→ Records for the task:

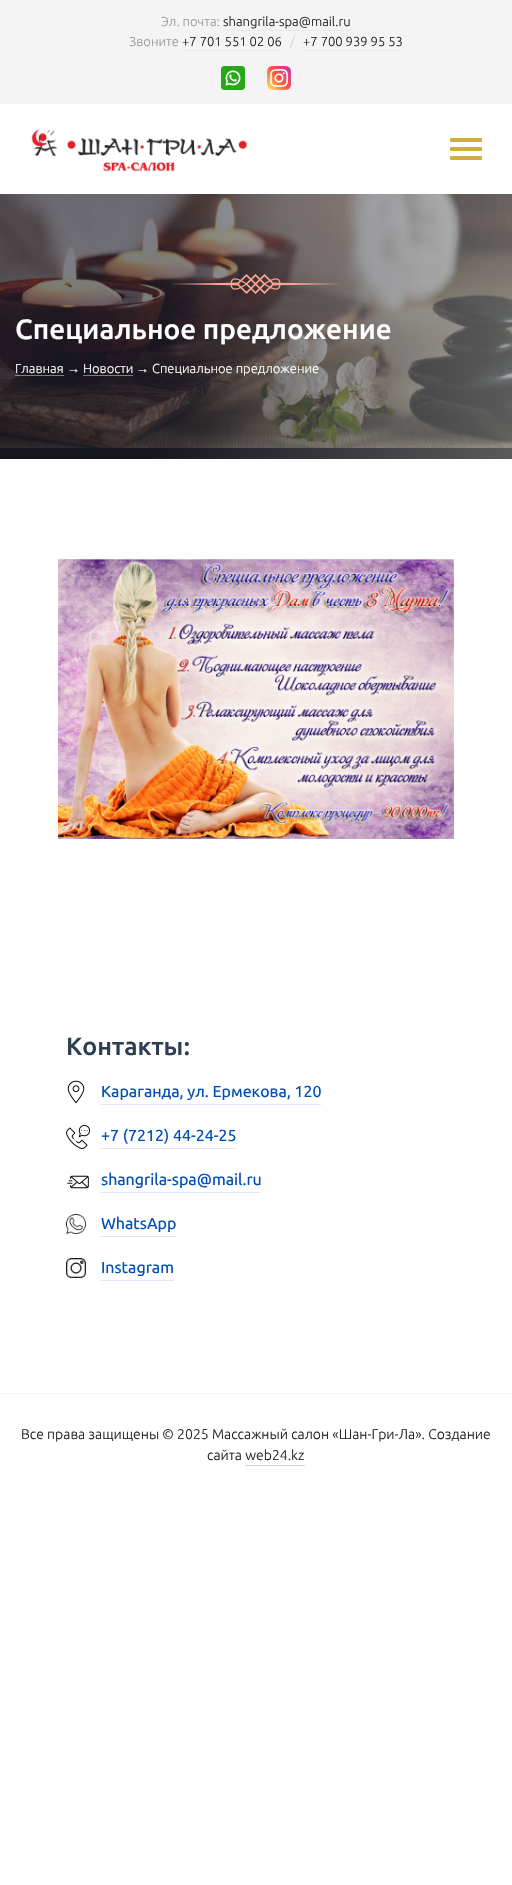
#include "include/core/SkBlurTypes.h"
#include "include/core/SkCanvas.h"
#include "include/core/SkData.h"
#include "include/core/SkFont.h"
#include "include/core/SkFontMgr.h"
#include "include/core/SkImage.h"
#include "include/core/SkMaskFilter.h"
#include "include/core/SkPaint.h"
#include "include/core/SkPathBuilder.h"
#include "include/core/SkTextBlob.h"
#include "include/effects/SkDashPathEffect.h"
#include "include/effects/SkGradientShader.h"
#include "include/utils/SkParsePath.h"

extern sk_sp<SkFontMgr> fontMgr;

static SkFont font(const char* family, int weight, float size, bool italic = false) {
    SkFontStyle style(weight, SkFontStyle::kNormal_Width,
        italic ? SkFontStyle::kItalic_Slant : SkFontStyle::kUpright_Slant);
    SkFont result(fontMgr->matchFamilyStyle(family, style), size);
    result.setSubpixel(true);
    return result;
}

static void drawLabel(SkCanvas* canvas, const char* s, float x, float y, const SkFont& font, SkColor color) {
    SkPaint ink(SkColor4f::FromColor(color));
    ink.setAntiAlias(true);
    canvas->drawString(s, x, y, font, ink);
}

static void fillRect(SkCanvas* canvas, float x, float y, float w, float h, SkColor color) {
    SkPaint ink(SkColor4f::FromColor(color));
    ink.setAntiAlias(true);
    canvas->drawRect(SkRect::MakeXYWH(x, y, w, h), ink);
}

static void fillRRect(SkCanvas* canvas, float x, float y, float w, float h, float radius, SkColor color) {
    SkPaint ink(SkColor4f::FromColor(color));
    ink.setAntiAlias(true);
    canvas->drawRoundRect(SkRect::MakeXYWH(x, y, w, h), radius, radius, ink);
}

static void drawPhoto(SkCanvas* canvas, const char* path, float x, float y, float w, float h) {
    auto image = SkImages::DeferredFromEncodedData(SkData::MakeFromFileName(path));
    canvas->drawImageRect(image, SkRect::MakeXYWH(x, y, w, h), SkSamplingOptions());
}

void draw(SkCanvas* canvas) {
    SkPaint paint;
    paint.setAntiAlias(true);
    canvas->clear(0xFFFFFFFF);
    fillRect(canvas, 0, 0, 512, 104, 0xFFF4F4F4);
    SkFont font1 = font("Ubuntu", 300, 13);
    drawLabel(canvas, "Эл. почта:", 161, 26, font1, 0xFF9A9A9A);
    drawLabel(canvas, "shangrila-spa@mail.ru", 223, 26, font1, 0xFF212121);
    fillRect(canvas, 223, 30, 128, 1, 0xFFE9E9E9);
    drawLabel(canvas, "Звоните", 129, 46, font1, 0xFF9A9A9A);
    drawLabel(canvas, "+7 701 551 02 06", 182, 46, font1, 0xFF212121);
    fillRect(canvas, 182, 50, 100, 1, 0xFFE9E9E9);
    drawLabel(canvas, "/", 290, 46, font1, 0xFFD2D2D2);
    drawLabel(canvas, "+7 700 939 95 53", 303, 46, font1, 0xFF212121);
    fillRect(canvas, 303, 50, 100, 1, 0xFFE9E9E9);
    drawPhoto(canvas, "assets/img1.png", 221, 66, 24, 24);
    drawPhoto(canvas, "assets/img2.png", 267, 66, 24, 24);
    drawPhoto(canvas, "assets/img3.png", 31, 128, 217, 44);
    fillRRect(canvas, 450, 138, 32, 4, 1, 0xFFD2AC40);
    fillRRect(canvas, 450, 147, 32, 4, 1, 0xFFD2AC40);
    fillRRect(canvas, 450, 156, 32, 4, 1, 0xFFD2AC40);
    drawPhoto(canvas, "assets/img4.png", 0, 194, 512, 265);
    drawPhoto(canvas, "assets/img5.png", 171, 274, 169, 20);
    SkFont font2 = font("Ubuntu", 500, 28);
    drawLabel(canvas, "Специальное предложение", 15, 339, font2, 0xFFFFFFFF);
    drawLabel(canvas, "Главная", 15, 373, font1, 0xFFFFFFFF);
    fillRect(canvas, 15, 375, 49, 1, 0x70FFFFFF);
    SkFont font3 = font("Liberation Sans", 400, 13);
    drawLabel(canvas, "→", 67, 373, font3, 0xFFFFFFFF);
    drawLabel(canvas, "Новости", 83, 373, font1, 0xFFFFFFFF);
    fillRect(canvas, 83, 375, 50, 1, 0x70FFFFFF);
    drawLabel(canvas, "→", 136, 373, font3, 0xFFFFFFFF);
    drawLabel(canvas, "Специальное предложение", 152, 373, font1, 0xFFFFFFFF);
    drawPhoto(canvas, "assets/img6.png", 58, 559, 396, 280);
    SkFont font4 = font("Ubuntu", 500, 25);
    drawLabel(canvas, "Контакты:", 66, 1055, font4, 0xFF2C3E50);
    drawPhoto(canvas, "assets/img7.png", 67, 1080, 18, 24);
    SkFont font5 = font("Ubuntu", 400, 16);
    drawLabel(canvas, "Караганда, ул. Ермекова, 120", 101, 1097, font5, 0xFF004EB7);
    fillRect(canvas, 101, 1104, 220, 1, 0xFFDFE9F6);
    drawPhoto(canvas, "assets/img8.png", 66, 1125, 24, 24);
    drawLabel(canvas, "+7 (7212) 44-24-25", 101, 1141, font5, 0xFF004EB7);
    fillRect(canvas, 101, 1148, 135, 1, 0xFFDFE9F6);
    drawPhoto(canvas, "assets/img9.png", 67, 1175, 22, 14);
    drawLabel(canvas, "shangrila-spa@mail.ru", 101, 1185, font5, 0xFF004EB7);
    fillRect(canvas, 101, 1192, 160, 1, 0xFFDFE9F6);
    drawPhoto(canvas, "assets/img10.png", 66, 1214, 20, 20);
    drawLabel(canvas, "WhatsApp", 101, 1229, font5, 0xFF004EB7);
    fillRect(canvas, 101, 1236, 75, 1, 0xFFDFE9F6);
    drawPhoto(canvas, "assets/img11.png", 66, 1258, 20, 20);
    drawLabel(canvas, "Instagram", 101, 1273, font5, 0xFF004EB7);
    fillRect(canvas, 101, 1280, 73, 1, 0xFFDFE9F6);
    fillRect(canvas, 0, 1393, 512, 1, 0xFFF2F2F2);
    SkFont font6 = font("Ubuntu", 300, 14);
    drawLabel(canvas, "Все права защищены © 2025 Массажный салон «Шан-Гри-Ла». Создание", 21, 1439, font6, 0xFF212121);
    drawLabel(canvas, "сайта web24.kz", 207, 1460, font6, 0xFF212121);
    fillRect(canvas, 245, 1465, 60, 1, 0xFFD5D5D5);
}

→ Task to complete: Everything from the line with "radius, radius, ink);" through the line with "paint.setAntiAlias(true);" should be written out exactly as it appears above, end lines included, and nothing outside that range.

→ Answer to this problem:
    canvas->drawRoundRect(SkRect::MakeXYWH(x, y, w, h), radius, radius, ink);
}

static void drawPhoto(SkCanvas* canvas, const char* path, float x, float y, float w, float h) {
    auto image = SkImages::DeferredFromEncodedData(SkData::MakeFromFileName(path));
    canvas->drawImageRect(image, SkRect::MakeXYWH(x, y, w, h), SkSamplingOptions());
}

void draw(SkCanvas* canvas) {
    SkPaint paint;
    paint.setAntiAlias(true);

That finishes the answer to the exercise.